Given the records that follow, return each one verbatim.

Supplied information Start Marker

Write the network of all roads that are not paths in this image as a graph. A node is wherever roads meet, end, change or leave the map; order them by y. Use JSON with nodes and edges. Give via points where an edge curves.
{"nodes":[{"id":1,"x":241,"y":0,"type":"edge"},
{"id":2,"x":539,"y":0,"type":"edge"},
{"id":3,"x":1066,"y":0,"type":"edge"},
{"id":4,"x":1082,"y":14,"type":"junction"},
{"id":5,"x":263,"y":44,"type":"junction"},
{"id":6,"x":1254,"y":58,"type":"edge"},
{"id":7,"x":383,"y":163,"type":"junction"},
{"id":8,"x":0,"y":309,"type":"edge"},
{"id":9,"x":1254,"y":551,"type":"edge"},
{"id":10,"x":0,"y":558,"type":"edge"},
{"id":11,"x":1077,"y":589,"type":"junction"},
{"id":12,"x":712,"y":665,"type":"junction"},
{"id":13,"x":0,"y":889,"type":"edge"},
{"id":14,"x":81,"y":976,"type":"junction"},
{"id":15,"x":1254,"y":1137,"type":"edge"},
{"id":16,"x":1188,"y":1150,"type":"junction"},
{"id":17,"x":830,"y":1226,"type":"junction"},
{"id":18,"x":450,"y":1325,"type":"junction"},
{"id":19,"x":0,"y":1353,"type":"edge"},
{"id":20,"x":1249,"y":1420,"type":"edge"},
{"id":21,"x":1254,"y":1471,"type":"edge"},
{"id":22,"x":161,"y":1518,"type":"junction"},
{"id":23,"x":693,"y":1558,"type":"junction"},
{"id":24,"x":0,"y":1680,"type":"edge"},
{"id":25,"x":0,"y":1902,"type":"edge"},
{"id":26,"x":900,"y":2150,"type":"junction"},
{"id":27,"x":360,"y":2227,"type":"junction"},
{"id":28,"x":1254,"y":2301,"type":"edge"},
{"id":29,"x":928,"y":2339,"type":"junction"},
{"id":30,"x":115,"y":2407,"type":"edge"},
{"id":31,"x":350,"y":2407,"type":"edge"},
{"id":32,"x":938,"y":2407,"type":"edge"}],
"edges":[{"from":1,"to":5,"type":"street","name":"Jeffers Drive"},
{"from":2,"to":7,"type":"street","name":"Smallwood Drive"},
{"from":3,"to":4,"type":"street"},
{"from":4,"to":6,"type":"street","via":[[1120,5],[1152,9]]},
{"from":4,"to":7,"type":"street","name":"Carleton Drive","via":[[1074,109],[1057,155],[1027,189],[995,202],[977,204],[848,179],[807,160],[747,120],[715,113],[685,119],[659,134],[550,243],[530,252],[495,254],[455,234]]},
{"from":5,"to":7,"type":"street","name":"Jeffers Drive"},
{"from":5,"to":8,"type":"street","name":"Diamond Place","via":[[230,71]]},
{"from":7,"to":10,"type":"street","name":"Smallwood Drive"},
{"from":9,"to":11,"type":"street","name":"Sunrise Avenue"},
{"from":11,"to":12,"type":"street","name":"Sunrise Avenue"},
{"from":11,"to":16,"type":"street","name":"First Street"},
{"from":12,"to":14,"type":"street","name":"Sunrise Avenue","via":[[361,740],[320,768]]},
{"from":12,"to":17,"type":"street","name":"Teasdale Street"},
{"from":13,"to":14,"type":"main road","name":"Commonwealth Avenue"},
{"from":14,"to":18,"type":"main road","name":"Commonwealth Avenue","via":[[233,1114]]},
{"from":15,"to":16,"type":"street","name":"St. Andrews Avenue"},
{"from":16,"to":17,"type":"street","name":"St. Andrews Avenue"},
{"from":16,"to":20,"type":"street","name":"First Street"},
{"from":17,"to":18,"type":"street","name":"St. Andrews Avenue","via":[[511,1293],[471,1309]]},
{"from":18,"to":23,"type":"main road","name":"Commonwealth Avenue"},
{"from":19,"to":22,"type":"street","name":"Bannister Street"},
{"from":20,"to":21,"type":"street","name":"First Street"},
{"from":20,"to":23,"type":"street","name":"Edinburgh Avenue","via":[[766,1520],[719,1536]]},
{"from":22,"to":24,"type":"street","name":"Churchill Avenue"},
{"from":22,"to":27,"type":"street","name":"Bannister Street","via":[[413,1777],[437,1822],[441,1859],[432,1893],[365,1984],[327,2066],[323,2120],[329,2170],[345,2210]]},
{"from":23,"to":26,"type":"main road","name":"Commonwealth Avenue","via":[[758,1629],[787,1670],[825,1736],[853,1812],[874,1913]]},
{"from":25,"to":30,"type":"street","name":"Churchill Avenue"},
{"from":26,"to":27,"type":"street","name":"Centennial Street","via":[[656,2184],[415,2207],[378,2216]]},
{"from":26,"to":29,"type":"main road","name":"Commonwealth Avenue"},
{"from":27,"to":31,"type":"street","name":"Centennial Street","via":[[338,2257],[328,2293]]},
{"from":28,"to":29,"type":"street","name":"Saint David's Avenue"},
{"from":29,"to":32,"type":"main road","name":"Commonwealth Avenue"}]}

Supplied information End Marker

_Answer to this task_:
Write the network of all roads that are not paths in this image as a graph. A node is wherever roads meet, end, change or leave the map; order them by y. Use JSON with nodes and edges. Give via points where an edge curves.
{"nodes":[{"id":1,"x":241,"y":0,"type":"edge"},
{"id":2,"x":539,"y":0,"type":"edge"},
{"id":3,"x":1066,"y":0,"type":"edge"},
{"id":4,"x":1082,"y":14,"type":"junction"},
{"id":5,"x":263,"y":44,"type":"junction"},
{"id":6,"x":1254,"y":58,"type":"edge"},
{"id":7,"x":383,"y":163,"type":"junction"},
{"id":8,"x":0,"y":309,"type":"edge"},
{"id":9,"x":1254,"y":551,"type":"edge"},
{"id":10,"x":0,"y":558,"type":"edge"},
{"id":11,"x":1077,"y":589,"type":"junction"},
{"id":12,"x":712,"y":665,"type":"junction"},
{"id":13,"x":0,"y":889,"type":"edge"},
{"id":14,"x":81,"y":976,"type":"junction"},
{"id":15,"x":1254,"y":1137,"type":"edge"},
{"id":16,"x":1188,"y":1150,"type":"junction"},
{"id":17,"x":830,"y":1226,"type":"junction"},
{"id":18,"x":450,"y":1325,"type":"junction"},
{"id":19,"x":0,"y":1353,"type":"edge"},
{"id":20,"x":1249,"y":1420,"type":"edge"},
{"id":21,"x":1254,"y":1471,"type":"edge"},
{"id":22,"x":161,"y":1518,"type":"junction"},
{"id":23,"x":693,"y":1558,"type":"junction"},
{"id":24,"x":0,"y":1680,"type":"edge"},
{"id":25,"x":0,"y":1902,"type":"edge"},
{"id":26,"x":900,"y":2150,"type":"junction"},
{"id":27,"x":360,"y":2227,"type":"junction"},
{"id":28,"x":1254,"y":2301,"type":"edge"},
{"id":29,"x":928,"y":2339,"type":"junction"},
{"id":30,"x":115,"y":2407,"type":"edge"},
{"id":31,"x":350,"y":2407,"type":"edge"},
{"id":32,"x":938,"y":2407,"type":"edge"}],
"edges":[{"from":1,"to":5,"type":"street","name":"Jeffers Drive"},
{"from":2,"to":7,"type":"street","name":"Smallwood Drive"},
{"from":3,"to":4,"type":"street"},
{"from":4,"to":6,"type":"street","via":[[1120,5],[1152,9]]},
{"from":4,"to":7,"type":"street","name":"Carleton Drive","via":[[1074,109],[1057,155],[1027,189],[995,202],[977,204],[848,179],[807,160],[747,120],[715,113],[685,119],[659,134],[550,243],[530,252],[495,254],[455,234]]},
{"from":5,"to":7,"type":"street","name":"Jeffers Drive"},
{"from":5,"to":8,"type":"street","name":"Diamond Place","via":[[230,71]]},
{"from":7,"to":10,"type":"street","name":"Smallwood Drive"},
{"from":9,"to":11,"type":"street","name":"Sunrise Avenue"},
{"from":11,"to":12,"type":"street","name":"Sunrise Avenue"},
{"from":11,"to":16,"type":"street","name":"First Street"},
{"from":12,"to":14,"type":"street","name":"Sunrise Avenue","via":[[361,740],[320,768]]},
{"from":12,"to":17,"type":"street","name":"Teasdale Street"},
{"from":13,"to":14,"type":"main road","name":"Commonwealth Avenue"},
{"from":14,"to":18,"type":"main road","name":"Commonwealth Avenue","via":[[233,1114]]},
{"from":15,"to":16,"type":"street","name":"St. Andrews Avenue"},
{"from":16,"to":17,"type":"street","name":"St. Andrews Avenue"},
{"from":16,"to":20,"type":"street","name":"First Street"},
{"from":17,"to":18,"type":"street","name":"St. Andrews Avenue","via":[[511,1293],[471,1309]]},
{"from":18,"to":23,"type":"main road","name":"Commonwealth Avenue"},
{"from":19,"to":22,"type":"street","name":"Bannister Street"},
{"from":20,"to":21,"type":"street","name":"First Street"},
{"from":20,"to":23,"type":"street","name":"Edinburgh Avenue","via":[[766,1520],[719,1536]]},
{"from":22,"to":24,"type":"street","name":"Churchill Avenue"},
{"from":22,"to":27,"type":"street","name":"Bannister Street","via":[[413,1777],[437,1822],[441,1859],[432,1893],[365,1984],[327,2066],[323,2120],[329,2170],[345,2210]]},
{"from":23,"to":26,"type":"main road","name":"Commonwealth Avenue","via":[[758,1629],[787,1670],[825,1736],[853,1812],[874,1913]]},
{"from":25,"to":30,"type":"street","name":"Churchill Avenue"},
{"from":26,"to":27,"type":"street","name":"Centennial Street","via":[[656,2184],[415,2207],[378,2216]]},
{"from":26,"to":29,"type":"main road","name":"Commonwealth Avenue"},
{"from":27,"to":31,"type":"street","name":"Centennial Street","via":[[338,2257],[328,2293]]},
{"from":28,"to":29,"type":"street","name":"Saint David's Avenue"},
{"from":29,"to":32,"type":"main road","name":"Commonwealth Avenue"}]}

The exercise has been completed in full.